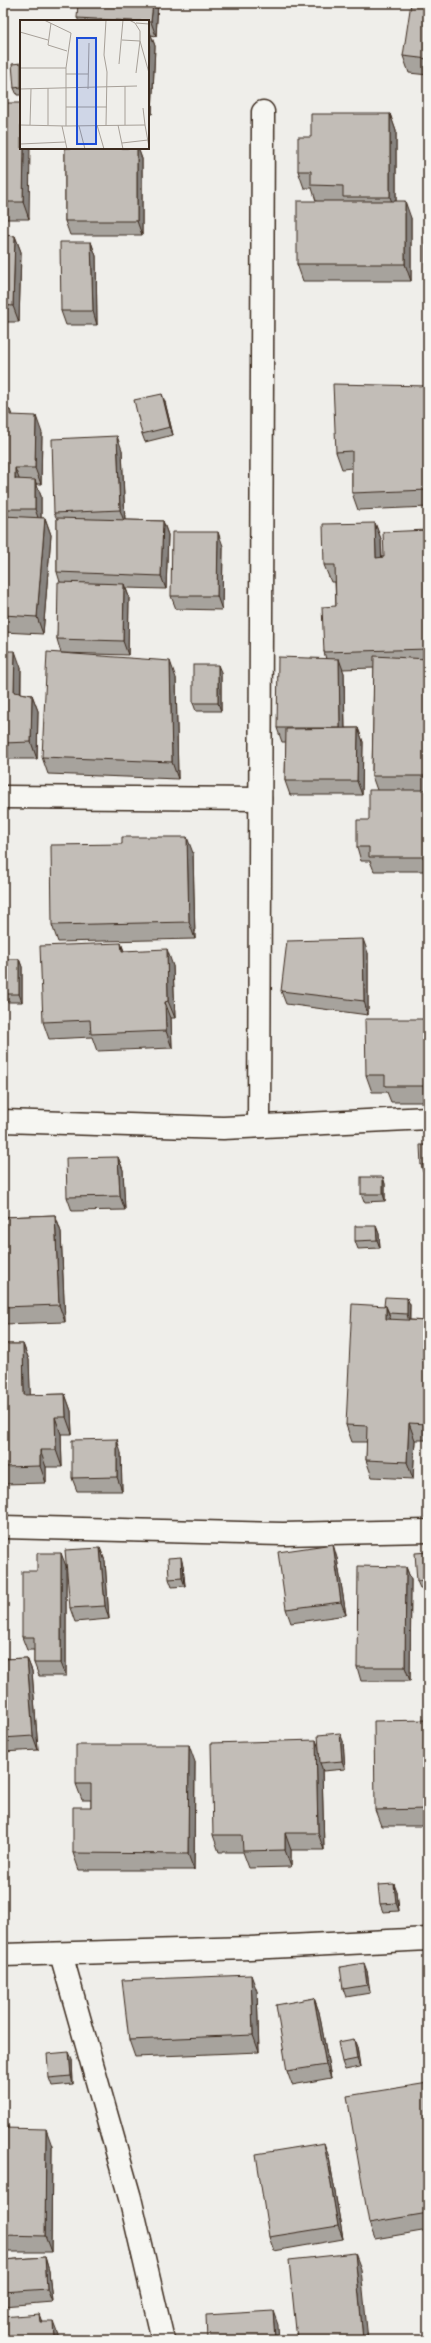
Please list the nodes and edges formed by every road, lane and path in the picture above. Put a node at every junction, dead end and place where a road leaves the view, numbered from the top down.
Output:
1 (263, 112) dead end
2 (3, 797) edge
3 (260, 799) junction
4 (428, 1118) edge
5 (3, 1121) edge
6 (258, 1126) junction
7 (3, 1527) edge
8 (428, 1531) edge
9 (428, 1939) edge
10 (3, 1954) edge
11 (62, 1954) junction
12 (163, 2340) edge

1 - 3 street
2 - 3 street
3 - 6 street
4 - 6 street
5 - 6 street
7 - 8 street
9 - 11 street
10 - 11 street
11 - 12 street

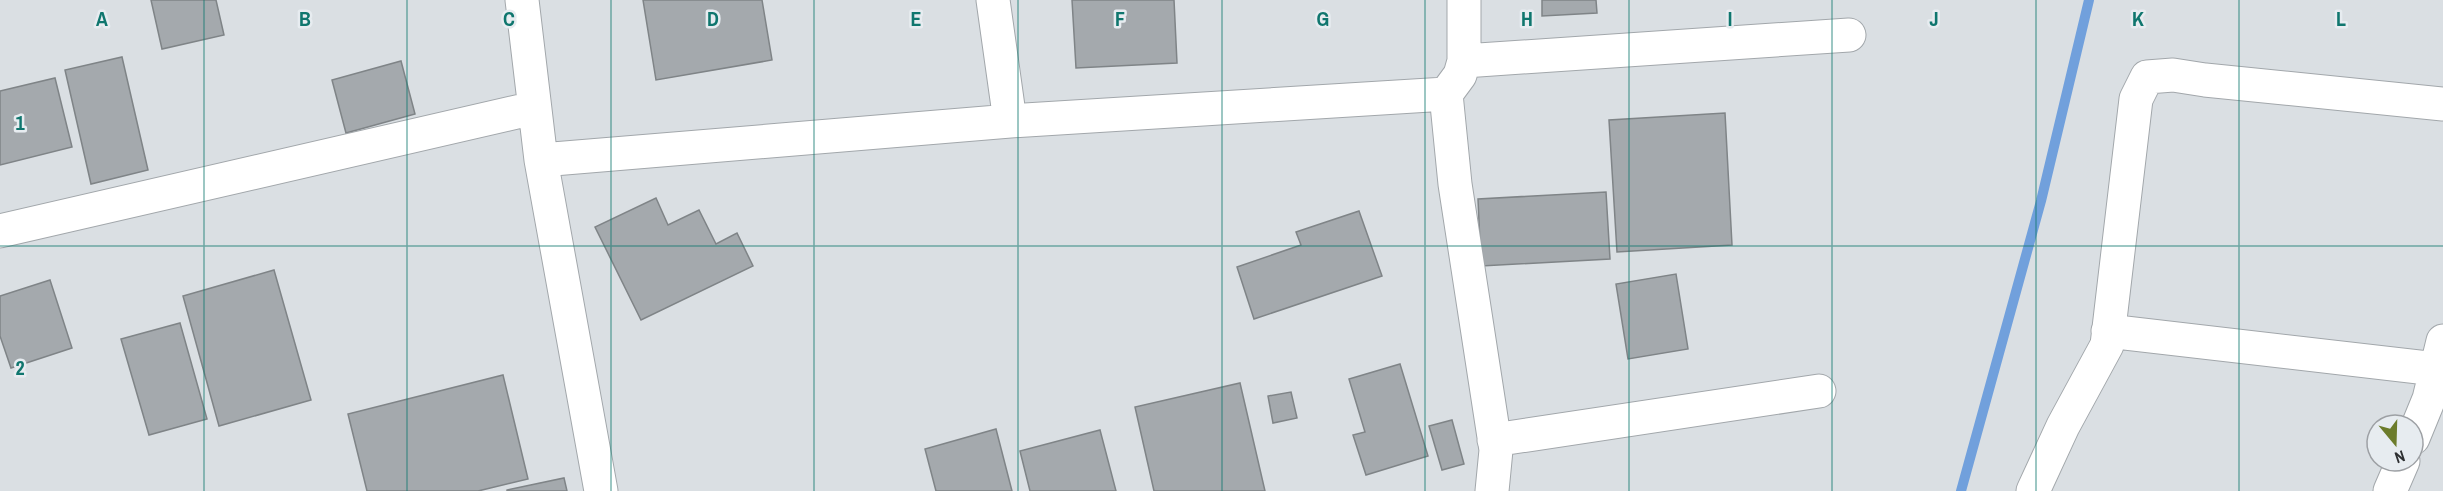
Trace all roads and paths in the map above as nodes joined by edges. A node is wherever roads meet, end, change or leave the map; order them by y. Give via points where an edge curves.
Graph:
···
**Your instructions:** Without the pictures, copy the material exactly as given.

**Solution below:**
Please list the nodes and edges formed by every road, lane and path in the picture above. Put a node at every junction, dead end and place where a road leaves the view, numbered from the top down.
Output:
1 (263, 112) dead end
2 (3, 797) edge
3 (260, 799) junction
4 (428, 1118) edge
5 (3, 1121) edge
6 (258, 1126) junction
7 (3, 1527) edge
8 (428, 1531) edge
9 (428, 1939) edge
10 (3, 1954) edge
11 (62, 1954) junction
12 (163, 2340) edge

1 - 3 street
2 - 3 street
3 - 6 street
4 - 6 street
5 - 6 street
7 - 8 street
9 - 11 street
10 - 11 street
11 - 12 street

Trace all roads and paths in the map above as nodes joined by edges. A node is wherever roads meet, end, change or leave the map; order them by y. Give via points where an edge curves.
Graph:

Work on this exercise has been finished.